* Task statement: Which of the lines below include "ring"? Each one should be copied out.
---- Provided data
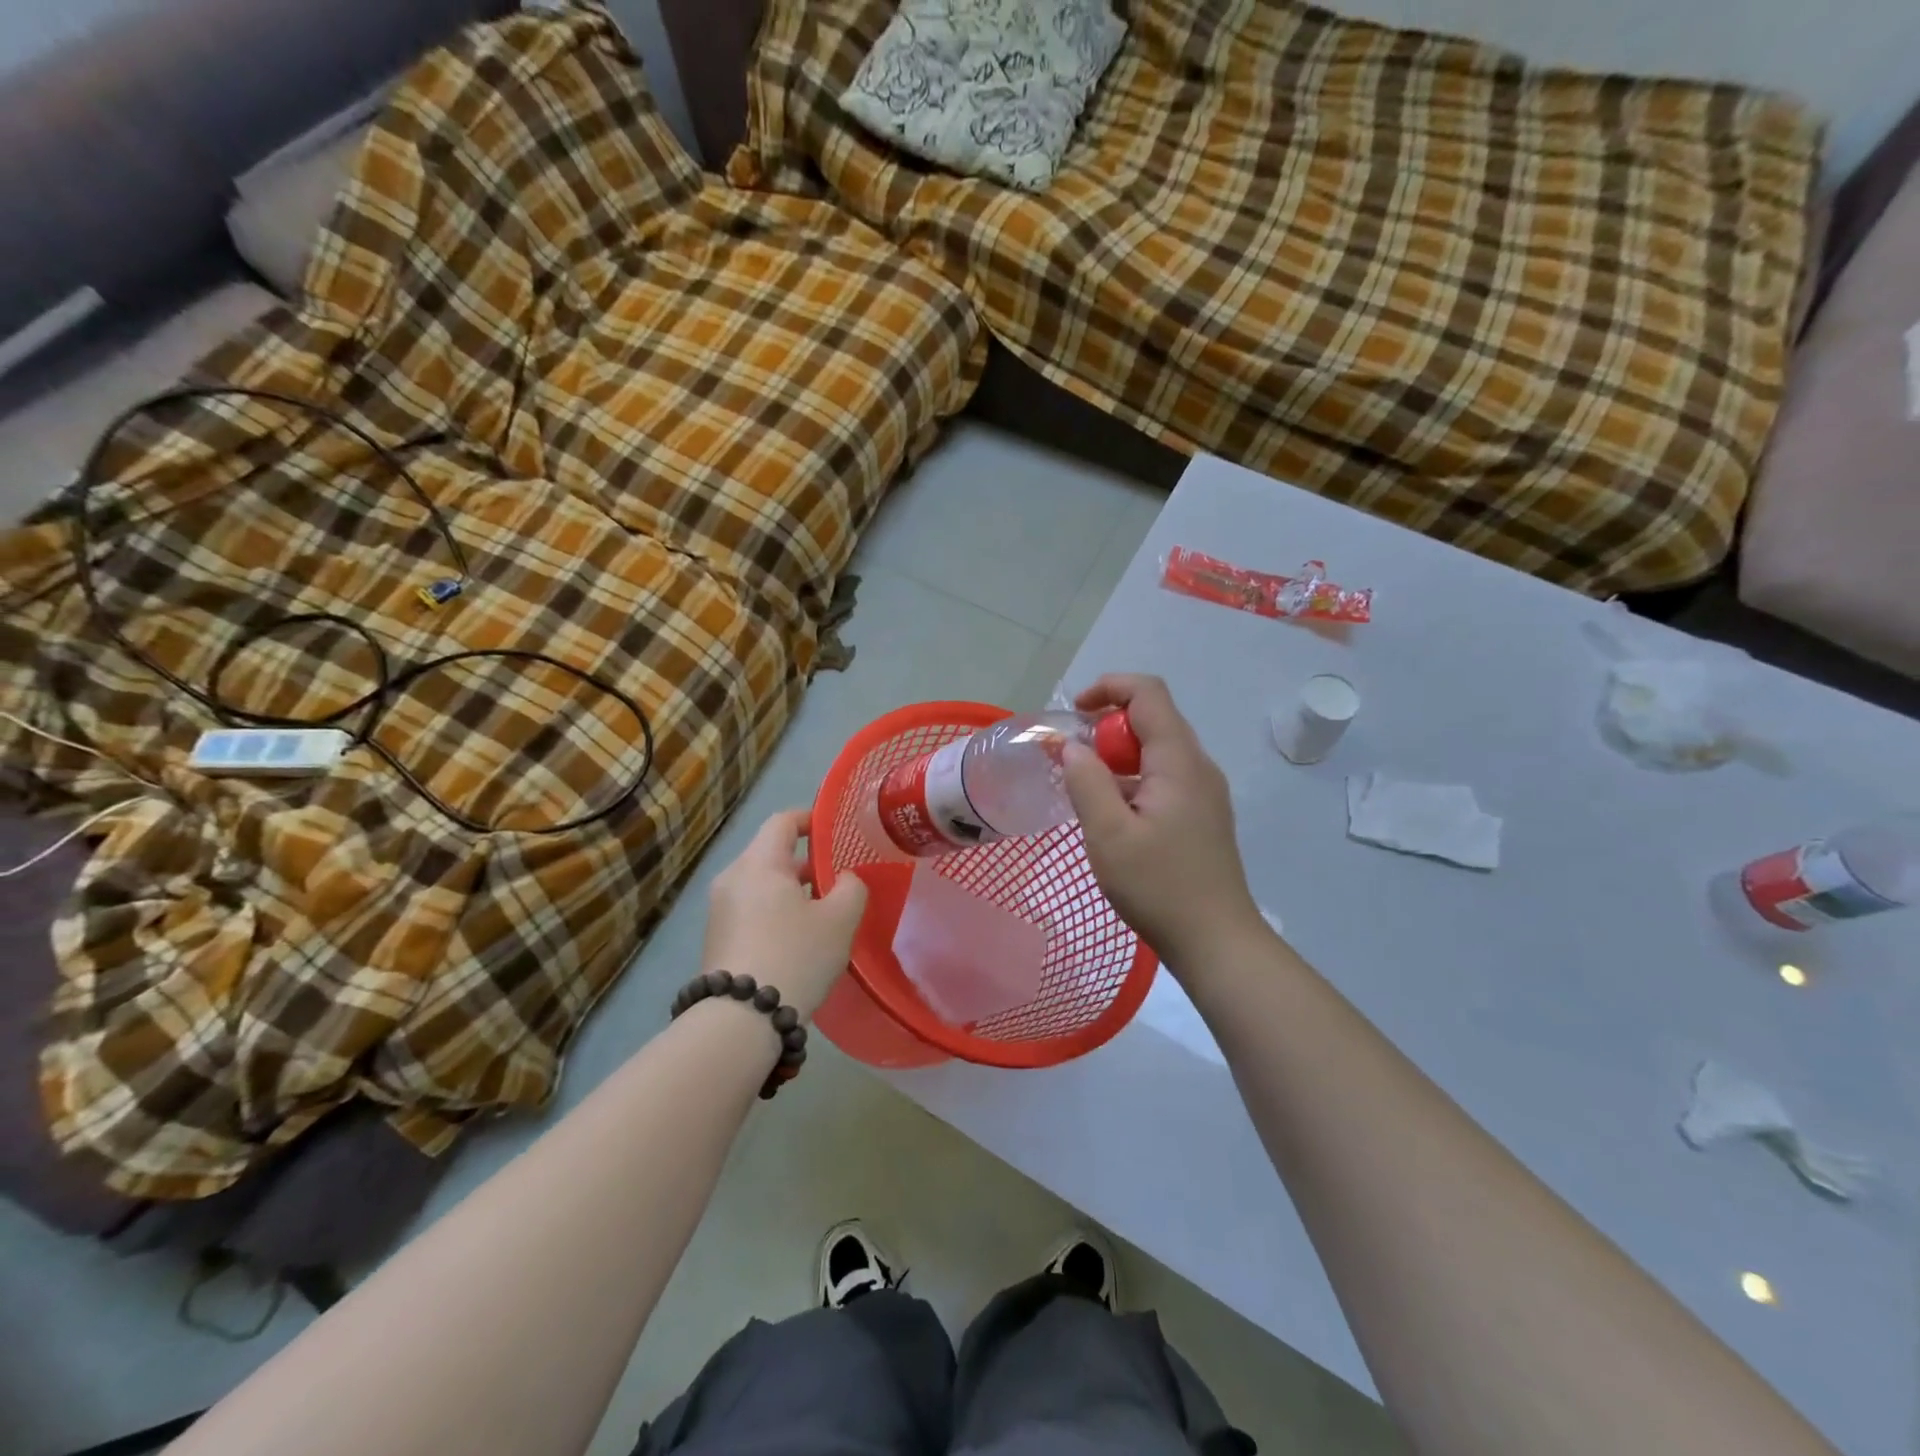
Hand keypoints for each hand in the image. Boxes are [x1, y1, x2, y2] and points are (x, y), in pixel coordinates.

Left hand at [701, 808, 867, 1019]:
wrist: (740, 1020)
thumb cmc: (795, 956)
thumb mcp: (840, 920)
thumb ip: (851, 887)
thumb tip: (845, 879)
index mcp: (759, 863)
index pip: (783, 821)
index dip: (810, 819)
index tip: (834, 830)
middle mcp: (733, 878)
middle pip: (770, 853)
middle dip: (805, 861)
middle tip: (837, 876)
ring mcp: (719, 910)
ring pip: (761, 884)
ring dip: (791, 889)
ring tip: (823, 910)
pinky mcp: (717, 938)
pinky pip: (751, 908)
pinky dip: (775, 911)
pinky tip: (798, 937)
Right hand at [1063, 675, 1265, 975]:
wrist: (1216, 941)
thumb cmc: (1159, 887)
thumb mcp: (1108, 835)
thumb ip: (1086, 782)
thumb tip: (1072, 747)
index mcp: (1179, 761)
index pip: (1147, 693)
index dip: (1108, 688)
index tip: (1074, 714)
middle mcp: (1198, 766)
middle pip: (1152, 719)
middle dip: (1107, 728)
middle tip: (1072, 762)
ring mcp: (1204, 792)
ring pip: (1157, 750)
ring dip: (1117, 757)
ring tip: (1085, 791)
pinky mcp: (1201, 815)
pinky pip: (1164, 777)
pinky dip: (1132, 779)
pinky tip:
--------
* Exercise answer:
ring mcp: (719, 910)
ring pip: (761, 884)
ring dip: (791, 889)
ring tip: (823, 910)
ring mcp: (1204, 792)
ring pip: (1157, 750)
ring dip: (1117, 757)
ring tip: (1085, 791)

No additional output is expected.